しかし、被相続人が死亡して残された内縁の配偶者がすぐに住居を明け渡すことは現実的には困難ですよね。
内縁関係の夫婦の一方が死亡した場合、もう一方がそのまま住居に住むことは合意が成立していると考えられるため、相続権のない内縁関係でも居住を許可された判例もあります。
内縁の配偶者に相続する方法を紹介
法定相続人と認められない内縁関係の場合でも、さまざまな事情で籍を入れる法律婚を選択しなかったケースも多くあるでしょう。
ここからはそのような場合でも内縁の配偶者に財産を残す方法について、準備や注意点を解説します。
遺言書を作成する
遺言書を作成するメリット
内縁関係の夫婦間には相続権がありません。
しかし、遺言書を作成し財産を譲るという旨を記載しておくことで、内縁の配偶者であっても財産を残すことが可能です。
これは、遺言書には強い効力があり、法定相続人の権利よりも被相続人の生前の意思が優先されるからです。

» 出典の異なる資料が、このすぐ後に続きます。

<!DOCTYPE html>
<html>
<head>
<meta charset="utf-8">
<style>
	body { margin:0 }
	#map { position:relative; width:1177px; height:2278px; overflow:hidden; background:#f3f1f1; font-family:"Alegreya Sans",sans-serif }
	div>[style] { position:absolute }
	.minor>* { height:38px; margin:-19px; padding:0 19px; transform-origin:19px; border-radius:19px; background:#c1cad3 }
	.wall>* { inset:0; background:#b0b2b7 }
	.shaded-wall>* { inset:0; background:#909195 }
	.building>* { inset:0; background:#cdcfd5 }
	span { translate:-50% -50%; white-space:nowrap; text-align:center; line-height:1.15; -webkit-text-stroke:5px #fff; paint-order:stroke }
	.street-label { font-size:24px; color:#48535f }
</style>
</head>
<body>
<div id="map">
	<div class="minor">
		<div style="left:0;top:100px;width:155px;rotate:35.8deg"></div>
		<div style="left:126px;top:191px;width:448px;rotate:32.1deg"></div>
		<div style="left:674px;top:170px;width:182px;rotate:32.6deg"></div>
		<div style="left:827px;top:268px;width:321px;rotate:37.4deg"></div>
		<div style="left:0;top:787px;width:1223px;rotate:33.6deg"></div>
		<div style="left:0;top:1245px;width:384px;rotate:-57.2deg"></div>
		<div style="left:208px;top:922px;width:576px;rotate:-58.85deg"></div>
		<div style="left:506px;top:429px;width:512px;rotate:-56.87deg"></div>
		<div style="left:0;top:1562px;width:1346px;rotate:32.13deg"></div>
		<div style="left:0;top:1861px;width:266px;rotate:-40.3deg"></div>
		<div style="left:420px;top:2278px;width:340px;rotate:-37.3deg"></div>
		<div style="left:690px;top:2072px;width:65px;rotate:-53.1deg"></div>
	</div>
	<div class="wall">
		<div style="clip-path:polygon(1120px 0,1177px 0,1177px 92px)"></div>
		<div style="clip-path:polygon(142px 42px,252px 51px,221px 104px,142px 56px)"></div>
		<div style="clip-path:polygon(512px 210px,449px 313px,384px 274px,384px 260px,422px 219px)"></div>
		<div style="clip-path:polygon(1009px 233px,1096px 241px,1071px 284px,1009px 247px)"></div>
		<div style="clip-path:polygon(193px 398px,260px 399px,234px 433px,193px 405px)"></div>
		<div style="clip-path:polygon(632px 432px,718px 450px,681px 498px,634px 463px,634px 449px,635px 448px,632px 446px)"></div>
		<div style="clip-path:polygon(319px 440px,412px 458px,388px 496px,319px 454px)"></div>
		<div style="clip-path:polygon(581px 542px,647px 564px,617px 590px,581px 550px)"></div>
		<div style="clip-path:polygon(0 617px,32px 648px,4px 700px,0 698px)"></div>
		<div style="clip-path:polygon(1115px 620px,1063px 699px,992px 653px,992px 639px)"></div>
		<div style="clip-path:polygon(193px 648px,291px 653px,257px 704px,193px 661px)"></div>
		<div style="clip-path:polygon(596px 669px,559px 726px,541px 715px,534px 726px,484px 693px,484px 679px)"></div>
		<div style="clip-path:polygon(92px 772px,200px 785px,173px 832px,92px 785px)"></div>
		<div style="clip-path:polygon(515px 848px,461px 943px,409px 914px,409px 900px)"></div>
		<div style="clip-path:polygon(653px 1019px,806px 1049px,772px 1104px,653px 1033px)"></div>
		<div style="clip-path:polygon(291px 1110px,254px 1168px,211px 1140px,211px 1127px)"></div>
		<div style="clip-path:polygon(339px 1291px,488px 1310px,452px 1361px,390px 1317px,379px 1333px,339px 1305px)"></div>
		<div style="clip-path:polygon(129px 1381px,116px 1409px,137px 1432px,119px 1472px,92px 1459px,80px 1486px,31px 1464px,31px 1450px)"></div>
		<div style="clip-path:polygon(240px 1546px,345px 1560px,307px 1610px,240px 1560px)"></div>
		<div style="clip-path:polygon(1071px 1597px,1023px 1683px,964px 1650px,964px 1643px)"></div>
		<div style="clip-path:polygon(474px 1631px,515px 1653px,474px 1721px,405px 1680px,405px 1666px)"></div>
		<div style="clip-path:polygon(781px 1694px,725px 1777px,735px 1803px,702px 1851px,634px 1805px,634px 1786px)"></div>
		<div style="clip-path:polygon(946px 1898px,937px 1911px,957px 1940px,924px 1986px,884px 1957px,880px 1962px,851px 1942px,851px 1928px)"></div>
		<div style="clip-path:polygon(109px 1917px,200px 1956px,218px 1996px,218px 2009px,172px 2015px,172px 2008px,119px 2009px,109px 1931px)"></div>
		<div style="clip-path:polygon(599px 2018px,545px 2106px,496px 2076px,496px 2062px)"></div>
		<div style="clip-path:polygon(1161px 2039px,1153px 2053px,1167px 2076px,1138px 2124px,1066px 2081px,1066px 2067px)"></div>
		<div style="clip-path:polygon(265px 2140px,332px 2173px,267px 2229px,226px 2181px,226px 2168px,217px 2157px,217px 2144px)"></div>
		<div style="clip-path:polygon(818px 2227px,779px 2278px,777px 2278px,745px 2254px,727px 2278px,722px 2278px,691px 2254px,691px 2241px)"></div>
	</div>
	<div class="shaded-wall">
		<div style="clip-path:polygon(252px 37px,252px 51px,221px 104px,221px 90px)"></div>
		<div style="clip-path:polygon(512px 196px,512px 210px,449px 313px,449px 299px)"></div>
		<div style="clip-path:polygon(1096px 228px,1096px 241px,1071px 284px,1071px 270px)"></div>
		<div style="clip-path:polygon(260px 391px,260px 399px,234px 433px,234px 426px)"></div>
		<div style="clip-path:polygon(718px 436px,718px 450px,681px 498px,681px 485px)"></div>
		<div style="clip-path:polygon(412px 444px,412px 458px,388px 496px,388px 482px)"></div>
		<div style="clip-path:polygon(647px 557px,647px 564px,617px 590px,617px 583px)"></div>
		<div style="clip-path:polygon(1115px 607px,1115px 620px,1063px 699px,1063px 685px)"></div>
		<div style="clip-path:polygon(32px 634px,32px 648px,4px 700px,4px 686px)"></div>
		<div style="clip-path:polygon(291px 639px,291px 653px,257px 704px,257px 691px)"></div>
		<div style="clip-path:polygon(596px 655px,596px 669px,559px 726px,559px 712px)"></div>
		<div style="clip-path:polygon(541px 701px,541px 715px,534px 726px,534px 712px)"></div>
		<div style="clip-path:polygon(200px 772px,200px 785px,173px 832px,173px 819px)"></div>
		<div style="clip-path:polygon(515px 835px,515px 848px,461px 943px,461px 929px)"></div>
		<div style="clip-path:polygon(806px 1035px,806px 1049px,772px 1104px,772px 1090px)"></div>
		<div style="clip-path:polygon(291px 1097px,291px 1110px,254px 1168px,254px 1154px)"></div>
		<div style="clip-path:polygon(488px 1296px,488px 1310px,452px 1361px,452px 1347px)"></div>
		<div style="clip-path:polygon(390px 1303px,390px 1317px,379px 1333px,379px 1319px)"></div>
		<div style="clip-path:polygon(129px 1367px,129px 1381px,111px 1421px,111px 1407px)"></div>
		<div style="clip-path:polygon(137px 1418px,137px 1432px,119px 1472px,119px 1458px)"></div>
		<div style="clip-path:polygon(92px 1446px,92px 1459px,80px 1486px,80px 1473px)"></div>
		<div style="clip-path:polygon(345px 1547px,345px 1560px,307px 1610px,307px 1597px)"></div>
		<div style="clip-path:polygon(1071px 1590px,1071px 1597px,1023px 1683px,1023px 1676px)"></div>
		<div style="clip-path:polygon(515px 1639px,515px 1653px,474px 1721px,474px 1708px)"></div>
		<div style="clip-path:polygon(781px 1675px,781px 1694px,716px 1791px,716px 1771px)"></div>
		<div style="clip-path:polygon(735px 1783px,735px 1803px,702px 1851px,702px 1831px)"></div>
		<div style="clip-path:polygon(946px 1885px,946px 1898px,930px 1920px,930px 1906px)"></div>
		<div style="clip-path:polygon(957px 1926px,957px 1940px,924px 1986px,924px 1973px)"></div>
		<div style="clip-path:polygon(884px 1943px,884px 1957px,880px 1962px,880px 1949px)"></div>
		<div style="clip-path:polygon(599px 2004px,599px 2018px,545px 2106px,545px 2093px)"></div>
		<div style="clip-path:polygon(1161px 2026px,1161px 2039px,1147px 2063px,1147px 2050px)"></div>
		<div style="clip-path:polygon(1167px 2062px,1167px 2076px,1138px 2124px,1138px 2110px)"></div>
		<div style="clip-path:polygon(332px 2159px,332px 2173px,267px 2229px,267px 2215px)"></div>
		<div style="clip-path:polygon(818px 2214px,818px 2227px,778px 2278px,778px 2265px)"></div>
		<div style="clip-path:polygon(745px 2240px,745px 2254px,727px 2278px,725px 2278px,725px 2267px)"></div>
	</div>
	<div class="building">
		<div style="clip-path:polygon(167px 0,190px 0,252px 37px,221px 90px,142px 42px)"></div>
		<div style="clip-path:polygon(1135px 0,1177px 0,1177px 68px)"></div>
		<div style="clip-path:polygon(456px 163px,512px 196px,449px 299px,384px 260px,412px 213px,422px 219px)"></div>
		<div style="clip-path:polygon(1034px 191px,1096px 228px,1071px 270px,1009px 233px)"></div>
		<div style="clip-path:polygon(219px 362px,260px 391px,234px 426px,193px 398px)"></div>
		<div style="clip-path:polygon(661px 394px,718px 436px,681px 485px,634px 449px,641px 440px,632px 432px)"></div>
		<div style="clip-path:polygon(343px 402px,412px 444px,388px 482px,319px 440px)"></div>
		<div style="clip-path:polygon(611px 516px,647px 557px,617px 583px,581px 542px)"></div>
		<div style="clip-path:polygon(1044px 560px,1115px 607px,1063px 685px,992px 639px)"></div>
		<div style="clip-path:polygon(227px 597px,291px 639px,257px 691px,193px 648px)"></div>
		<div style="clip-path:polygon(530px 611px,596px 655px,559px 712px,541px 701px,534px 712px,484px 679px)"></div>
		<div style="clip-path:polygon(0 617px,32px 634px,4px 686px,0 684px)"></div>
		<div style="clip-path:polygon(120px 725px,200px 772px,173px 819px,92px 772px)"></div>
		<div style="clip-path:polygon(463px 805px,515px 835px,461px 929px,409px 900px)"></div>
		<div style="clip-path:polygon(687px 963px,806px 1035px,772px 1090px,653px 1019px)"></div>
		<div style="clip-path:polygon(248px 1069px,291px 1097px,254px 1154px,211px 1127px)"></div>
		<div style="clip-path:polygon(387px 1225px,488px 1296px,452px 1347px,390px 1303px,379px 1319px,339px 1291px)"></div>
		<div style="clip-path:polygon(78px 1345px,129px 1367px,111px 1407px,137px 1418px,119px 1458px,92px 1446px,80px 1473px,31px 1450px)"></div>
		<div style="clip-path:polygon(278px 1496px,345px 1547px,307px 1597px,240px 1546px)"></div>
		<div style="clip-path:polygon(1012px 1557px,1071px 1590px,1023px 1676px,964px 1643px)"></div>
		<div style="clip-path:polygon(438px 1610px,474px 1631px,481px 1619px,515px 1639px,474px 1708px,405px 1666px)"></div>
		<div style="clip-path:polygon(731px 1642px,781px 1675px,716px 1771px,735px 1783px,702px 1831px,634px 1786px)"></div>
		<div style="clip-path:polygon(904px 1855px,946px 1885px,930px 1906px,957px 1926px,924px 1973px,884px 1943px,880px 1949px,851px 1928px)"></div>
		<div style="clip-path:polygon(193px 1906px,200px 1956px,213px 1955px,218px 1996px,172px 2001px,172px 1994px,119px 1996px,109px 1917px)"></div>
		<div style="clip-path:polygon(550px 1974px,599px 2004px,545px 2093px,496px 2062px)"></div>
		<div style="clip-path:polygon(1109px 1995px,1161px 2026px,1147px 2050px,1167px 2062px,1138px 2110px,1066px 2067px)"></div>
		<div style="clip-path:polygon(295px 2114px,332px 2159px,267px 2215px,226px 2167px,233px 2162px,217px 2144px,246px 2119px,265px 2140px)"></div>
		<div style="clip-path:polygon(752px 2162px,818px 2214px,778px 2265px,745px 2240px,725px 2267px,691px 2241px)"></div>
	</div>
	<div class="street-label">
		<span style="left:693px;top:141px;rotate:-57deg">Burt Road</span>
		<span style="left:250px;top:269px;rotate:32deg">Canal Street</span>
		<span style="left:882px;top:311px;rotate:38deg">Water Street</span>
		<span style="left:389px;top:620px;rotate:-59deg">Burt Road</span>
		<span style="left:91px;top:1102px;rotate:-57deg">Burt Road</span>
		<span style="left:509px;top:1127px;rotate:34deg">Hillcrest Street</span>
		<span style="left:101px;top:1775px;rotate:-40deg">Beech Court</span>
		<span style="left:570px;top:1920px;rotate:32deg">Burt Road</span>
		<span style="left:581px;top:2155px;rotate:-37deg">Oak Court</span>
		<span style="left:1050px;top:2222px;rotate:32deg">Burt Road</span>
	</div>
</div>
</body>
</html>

生前に遺言書を作成し財産を遺贈することは、法定相続人しか相続権のない死亡による相続とは異なり、本来相続権のない内縁の配偶者などにも財産を残すことを可能にする方法のひとつです。
遺言書の作成方法(書き方)
内縁の配偶者に遺贈するための遺言書を作成する際のポイントは以下の通りです。
- 遺言書は自筆証書遺言ではなく、公正証書遺言を作成する 他にも相続人がいる場合、遺産トラブルになるリスクを軽減することができる 自筆証書遺言は内容に不備があると無効になるため、公正証書遺言の方が確実である
- 書面には財産を相続させる、ではなく遺贈すると明記する 内縁の配偶者は法定相続人ではないため、相続はできないので遺贈とする
- 財産に不動産が含まれている場合には、遺言執行人を指定しておく 遺言執行人は単独で登記申請などの手続きができるため、遺産相続の話し合いがスムーズに進みやすいと考えられる
- 遺留分を考慮する 被相続人に兄弟姉妹以外の相続人がいる場合、内縁の配偶者に財産全額を遺贈とした時に遺留分侵害額請求などのトラブルが起こる可能性がある
不動産の贈与|生前贈与をしておく
被相続人が生前に財産を贈与することを「生前贈与」と言い、贈与者と受贈者の間柄に関係なく双方の合意があれば行うことができます。
生前贈与のメリット
贈与によって受け取る財産には贈与税がかかりますが、年間110万円までに収めれば贈与税はかかりません。
生前贈与の注意点
贈与額が年間110万円を超えてしまうと贈与税の申告を行い納税する必要があります。
また内縁関係の場合、配偶者控除の特例が適用されない点にも注意が必要です。
生前及び死後にパートナーに迷惑をかけない対策
任意後見契約を締結する
任意後見契約とは、認知症などで判断能力が低下してしまう前に自分の後見人となってくれる人を自分の意思で決めておく契約です。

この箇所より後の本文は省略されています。